Evidence Rating Level: 3 (Average)
Study Rundown: Firearm-related injuries are a substantial threat to public health and safety in the United States. Certain states have enacted extreme risk protection order ERPO laws. ERPO laws enable a civil court process by which a petitioner requests firearm access restriction for individuals (the “respondent”) with threatening or violent behavior that poses a substantial danger to self or others. These laws make it illegal for the respondent to purchase and possess firearms, along with failing all subsequent background checks during an attempt to purchase firearms in the state. This study conducted the first statewide study of the ERPO laws passed in Washington in order to characterize the respondents and circumstances of the orders. The study determined ERPO laws protected patients and family members from self-harm and harming others with firearms. This descriptive study was limited by inconsistencies in provided information between jurisdictions. Some jurisdictions provided detailed descriptions of the incidents leading to filing the petition. However, other jurisdictions provided only the minimum information needed for the petition. The differences in the degree of information provided between the petition filings created a challenge for the completeness of the study. Nonetheless, the findings of this study are significant and it is the first statewide study of ERPOs detailing respondent characteristics and the circumstances surrounding the orders.

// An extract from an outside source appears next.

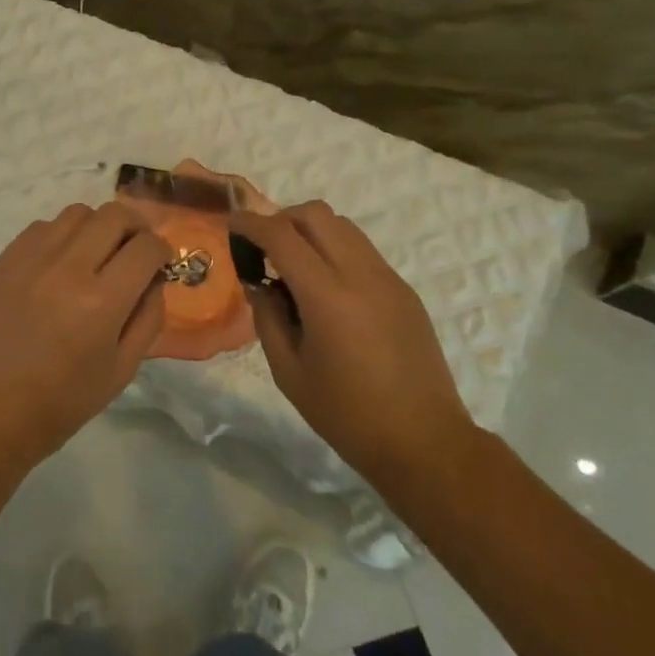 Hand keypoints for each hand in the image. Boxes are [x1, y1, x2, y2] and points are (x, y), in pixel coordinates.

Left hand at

In-Depth [retrospective cohort]: This descriptive study analyzed 237 ERPO law records obtained from the Washington Administrative Office of the Courts. Inclusion criteria included all petitions filed from December 8, 2016, when the law went into effect, to May 10, 2019, when the data set was closed. Exclusion criteria included petitions without a stated reason for filing. In collaboration with the King County Regional Domestic Violence Firearms Enforcement Unit, the study was granted access to the private electronic court records. The information from the records were double-coded to improve data reliability for subsequent data abstraction. The study collected information on the following: reason for filing, mental health history, and ERPO petition outcome. Of the 237 petitions filed, the main concern for 67 petitions were the respondent’s risk for self-harm, the main reason for 86 petitions were harm to others, and the reason for filing the remaining 84 petitions were both harm to self and others. In regard to mental health history, 39% of respondents had an inpatient mental health encounter and 9% of respondents had an outpatient mental health encounter, as reported by the petitioner. Furthermore, 62% of respondents had a history of suicidal ideations and 24% of respondents were previous domestic violence perpetrators. Of all the respondents, 79% owned at least one firearm, and 54% of the respondents who did not own a firearm expressed the intent of obtaining a firearm. The ERPO filings resulted in 81% petitions being granted by the courts. Additionally, the courts ordered mental health evaluations in 30% of the cases. The ERPO resulted in the removal of 641 firearms from 64% of respondents. Taken together, the ERPO laws have been able to protect respondents and family members from firearm threats.